◆ What the exercise asks ◆
From the listing below, return every line with the string "Navodaya" in it.

◆ Recorded information ◆
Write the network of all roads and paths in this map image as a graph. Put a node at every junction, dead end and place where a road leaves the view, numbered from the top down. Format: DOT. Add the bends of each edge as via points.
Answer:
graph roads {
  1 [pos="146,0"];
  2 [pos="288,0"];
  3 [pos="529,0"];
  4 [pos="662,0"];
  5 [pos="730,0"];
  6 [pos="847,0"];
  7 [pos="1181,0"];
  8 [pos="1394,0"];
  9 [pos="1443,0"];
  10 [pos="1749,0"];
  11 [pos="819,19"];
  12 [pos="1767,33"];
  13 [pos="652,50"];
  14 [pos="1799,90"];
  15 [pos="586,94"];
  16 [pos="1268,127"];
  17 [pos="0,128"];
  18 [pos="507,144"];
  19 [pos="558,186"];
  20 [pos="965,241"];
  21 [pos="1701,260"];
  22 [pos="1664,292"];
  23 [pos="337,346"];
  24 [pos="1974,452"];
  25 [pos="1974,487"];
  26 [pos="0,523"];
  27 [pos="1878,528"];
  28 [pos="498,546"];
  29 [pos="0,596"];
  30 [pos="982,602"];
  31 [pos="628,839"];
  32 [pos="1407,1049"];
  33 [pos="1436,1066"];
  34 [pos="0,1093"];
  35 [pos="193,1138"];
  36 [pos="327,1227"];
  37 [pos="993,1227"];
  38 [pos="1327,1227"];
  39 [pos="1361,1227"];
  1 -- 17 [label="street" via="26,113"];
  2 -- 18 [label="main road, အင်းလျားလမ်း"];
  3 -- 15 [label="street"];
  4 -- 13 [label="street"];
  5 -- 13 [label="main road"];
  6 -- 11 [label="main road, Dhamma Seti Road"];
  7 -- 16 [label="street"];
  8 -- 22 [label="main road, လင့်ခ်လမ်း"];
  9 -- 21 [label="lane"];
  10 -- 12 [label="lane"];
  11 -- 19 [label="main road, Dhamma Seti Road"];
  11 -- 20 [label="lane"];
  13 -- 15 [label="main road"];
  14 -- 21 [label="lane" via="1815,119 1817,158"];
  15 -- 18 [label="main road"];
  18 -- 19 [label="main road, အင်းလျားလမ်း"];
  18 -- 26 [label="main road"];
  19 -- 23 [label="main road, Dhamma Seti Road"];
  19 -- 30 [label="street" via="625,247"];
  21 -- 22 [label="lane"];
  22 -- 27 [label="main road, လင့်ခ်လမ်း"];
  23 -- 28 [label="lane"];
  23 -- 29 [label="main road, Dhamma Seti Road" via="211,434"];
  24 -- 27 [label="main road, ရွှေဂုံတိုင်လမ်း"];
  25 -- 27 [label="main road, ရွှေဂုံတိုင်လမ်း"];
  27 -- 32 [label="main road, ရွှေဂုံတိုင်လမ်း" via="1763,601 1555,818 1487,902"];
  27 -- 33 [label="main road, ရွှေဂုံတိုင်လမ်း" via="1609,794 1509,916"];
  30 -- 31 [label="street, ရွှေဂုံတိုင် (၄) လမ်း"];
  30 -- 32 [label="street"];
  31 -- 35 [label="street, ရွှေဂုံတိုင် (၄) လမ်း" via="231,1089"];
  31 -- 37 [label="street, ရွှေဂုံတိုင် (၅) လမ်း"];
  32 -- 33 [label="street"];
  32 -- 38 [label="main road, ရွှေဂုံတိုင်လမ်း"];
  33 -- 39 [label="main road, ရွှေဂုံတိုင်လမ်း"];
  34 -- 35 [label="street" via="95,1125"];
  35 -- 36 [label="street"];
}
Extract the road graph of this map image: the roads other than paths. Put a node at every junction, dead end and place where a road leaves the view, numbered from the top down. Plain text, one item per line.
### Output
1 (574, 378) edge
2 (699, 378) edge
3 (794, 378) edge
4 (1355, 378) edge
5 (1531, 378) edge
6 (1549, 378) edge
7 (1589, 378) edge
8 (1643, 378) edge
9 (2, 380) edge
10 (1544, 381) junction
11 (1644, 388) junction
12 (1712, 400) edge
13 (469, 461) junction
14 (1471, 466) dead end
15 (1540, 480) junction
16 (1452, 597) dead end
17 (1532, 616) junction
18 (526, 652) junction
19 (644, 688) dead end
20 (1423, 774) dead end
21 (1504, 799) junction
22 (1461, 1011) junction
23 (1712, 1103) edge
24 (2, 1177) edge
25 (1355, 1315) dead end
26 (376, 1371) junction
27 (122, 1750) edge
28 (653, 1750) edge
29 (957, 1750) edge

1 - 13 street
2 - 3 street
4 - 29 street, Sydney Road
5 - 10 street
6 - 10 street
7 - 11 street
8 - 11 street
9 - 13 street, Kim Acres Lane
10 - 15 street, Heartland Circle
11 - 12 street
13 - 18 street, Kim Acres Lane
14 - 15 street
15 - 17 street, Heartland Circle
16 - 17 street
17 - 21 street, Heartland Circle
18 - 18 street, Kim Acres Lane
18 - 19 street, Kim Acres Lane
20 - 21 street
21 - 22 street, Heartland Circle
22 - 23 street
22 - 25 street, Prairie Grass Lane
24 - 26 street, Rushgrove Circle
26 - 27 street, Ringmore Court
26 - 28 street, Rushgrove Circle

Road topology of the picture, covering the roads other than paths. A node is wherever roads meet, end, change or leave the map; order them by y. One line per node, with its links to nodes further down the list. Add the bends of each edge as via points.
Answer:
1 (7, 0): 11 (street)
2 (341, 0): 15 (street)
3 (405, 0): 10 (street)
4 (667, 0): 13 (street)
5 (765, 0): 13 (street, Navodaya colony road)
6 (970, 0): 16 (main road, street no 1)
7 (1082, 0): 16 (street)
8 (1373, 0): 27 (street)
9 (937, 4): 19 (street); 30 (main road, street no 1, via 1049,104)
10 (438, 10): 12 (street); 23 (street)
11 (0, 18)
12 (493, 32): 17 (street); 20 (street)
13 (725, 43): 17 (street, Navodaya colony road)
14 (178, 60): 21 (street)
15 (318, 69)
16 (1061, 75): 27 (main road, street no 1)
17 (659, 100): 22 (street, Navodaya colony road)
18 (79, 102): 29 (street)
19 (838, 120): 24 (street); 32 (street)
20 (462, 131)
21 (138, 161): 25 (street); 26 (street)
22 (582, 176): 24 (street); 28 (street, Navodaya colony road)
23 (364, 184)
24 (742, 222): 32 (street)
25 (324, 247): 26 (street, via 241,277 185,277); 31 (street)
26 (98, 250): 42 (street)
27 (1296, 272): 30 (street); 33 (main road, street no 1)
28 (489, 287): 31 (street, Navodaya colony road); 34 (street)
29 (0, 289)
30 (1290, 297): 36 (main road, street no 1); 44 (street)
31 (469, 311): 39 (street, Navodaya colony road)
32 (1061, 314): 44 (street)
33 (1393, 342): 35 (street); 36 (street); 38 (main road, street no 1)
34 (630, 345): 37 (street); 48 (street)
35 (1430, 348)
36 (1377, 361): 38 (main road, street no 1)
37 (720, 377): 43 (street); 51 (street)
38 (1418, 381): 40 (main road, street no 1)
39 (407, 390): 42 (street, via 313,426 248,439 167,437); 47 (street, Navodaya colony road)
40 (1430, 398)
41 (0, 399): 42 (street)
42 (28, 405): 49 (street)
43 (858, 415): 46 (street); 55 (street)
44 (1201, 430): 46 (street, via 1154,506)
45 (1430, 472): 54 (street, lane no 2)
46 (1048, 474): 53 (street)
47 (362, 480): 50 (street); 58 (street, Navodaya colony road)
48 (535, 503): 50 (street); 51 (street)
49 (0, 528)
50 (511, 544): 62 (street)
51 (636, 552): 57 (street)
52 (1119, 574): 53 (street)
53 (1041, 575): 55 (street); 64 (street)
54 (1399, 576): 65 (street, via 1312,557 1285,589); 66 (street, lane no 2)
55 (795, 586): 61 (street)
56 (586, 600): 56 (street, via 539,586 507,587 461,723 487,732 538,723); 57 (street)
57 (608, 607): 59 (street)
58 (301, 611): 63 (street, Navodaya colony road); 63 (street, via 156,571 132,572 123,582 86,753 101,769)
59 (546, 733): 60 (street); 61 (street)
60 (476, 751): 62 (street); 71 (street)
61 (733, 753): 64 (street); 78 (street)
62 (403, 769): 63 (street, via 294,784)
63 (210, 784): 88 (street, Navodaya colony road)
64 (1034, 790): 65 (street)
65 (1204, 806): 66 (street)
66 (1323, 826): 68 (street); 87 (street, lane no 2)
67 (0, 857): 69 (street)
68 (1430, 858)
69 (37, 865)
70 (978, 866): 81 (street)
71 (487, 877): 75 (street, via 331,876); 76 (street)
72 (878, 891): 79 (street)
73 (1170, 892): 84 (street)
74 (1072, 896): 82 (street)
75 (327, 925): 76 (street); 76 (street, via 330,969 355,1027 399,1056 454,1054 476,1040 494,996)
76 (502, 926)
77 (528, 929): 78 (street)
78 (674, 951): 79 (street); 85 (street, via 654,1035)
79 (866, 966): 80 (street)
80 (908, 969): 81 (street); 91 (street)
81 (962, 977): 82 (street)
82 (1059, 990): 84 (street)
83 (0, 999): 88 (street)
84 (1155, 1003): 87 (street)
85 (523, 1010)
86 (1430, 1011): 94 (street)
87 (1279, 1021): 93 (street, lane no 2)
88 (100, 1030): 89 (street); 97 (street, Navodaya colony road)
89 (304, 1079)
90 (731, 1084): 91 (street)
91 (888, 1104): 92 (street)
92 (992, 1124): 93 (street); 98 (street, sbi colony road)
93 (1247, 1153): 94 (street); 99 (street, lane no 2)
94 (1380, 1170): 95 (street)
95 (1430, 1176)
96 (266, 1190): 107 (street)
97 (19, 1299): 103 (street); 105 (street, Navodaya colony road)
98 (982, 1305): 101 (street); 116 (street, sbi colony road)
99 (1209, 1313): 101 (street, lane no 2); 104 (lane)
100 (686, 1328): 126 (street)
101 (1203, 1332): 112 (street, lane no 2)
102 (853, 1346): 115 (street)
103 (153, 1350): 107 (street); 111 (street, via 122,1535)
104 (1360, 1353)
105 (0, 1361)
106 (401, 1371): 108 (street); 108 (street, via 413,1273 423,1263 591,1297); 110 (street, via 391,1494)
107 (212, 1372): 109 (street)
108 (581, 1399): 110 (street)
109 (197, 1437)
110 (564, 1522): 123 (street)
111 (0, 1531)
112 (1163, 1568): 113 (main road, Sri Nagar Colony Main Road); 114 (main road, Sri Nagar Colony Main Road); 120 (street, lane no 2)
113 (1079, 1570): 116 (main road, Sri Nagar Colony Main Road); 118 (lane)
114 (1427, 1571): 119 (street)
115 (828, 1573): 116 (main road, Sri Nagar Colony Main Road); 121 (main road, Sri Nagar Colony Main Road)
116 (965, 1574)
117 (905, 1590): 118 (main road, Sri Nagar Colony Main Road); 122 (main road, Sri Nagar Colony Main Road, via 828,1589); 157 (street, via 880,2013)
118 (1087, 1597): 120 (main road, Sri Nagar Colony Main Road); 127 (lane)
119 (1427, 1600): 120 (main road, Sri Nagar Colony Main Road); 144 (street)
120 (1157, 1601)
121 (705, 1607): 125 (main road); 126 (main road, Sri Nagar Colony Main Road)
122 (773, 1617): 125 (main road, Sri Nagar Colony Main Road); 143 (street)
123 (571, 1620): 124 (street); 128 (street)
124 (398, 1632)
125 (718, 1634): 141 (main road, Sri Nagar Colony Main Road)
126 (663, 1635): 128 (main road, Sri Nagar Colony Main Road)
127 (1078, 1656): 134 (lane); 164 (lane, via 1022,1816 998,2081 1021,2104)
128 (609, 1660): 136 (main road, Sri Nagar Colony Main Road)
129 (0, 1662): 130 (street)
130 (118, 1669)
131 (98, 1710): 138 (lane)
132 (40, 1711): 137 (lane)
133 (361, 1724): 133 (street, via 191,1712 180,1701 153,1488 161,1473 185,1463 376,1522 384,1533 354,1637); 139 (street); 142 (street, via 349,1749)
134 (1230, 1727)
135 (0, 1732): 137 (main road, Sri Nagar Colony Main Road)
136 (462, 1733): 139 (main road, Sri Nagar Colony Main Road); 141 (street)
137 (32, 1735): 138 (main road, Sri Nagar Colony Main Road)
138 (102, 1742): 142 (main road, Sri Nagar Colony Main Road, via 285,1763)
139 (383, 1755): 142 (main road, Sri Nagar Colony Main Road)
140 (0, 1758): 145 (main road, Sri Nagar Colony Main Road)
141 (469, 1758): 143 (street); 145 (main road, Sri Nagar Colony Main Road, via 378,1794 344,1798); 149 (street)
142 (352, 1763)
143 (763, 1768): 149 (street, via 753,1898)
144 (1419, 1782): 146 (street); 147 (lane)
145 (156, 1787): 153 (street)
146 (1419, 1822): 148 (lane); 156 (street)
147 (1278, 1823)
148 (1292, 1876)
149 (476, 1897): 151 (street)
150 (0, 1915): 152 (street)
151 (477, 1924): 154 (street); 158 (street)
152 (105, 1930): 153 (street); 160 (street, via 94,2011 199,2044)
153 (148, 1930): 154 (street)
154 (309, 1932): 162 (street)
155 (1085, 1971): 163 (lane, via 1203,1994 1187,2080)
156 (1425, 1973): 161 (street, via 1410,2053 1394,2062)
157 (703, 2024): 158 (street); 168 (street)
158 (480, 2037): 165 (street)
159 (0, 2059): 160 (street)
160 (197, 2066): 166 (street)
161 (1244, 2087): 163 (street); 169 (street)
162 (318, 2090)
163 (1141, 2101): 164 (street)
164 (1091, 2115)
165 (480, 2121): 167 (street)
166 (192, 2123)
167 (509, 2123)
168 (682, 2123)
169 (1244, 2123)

◆ Written answer ◆
5 (765, 0): 13 (street, Navodaya colony road)
13 (725, 43): 17 (street, Navodaya colony road)
17 (659, 100): 22 (street, Navodaya colony road)
22 (582, 176): 24 (street); 28 (street, Navodaya colony road)
28 (489, 287): 31 (street, Navodaya colony road); 34 (street)
31 (469, 311): 39 (street, Navodaya colony road)
39 (407, 390): 42 (street, via 313,426 248,439 167,437); 47 (street, Navodaya colony road)
47 (362, 480): 50 (street); 58 (street, Navodaya colony road)
58 (301, 611): 63 (street, Navodaya colony road); 63 (street, via 156,571 132,572 123,582 86,753 101,769)
63 (210, 784): 88 (street, Navodaya colony road)
88 (100, 1030): 89 (street); 97 (street, Navodaya colony road)
97 (19, 1299): 103 (street); 105 (street, Navodaya colony road)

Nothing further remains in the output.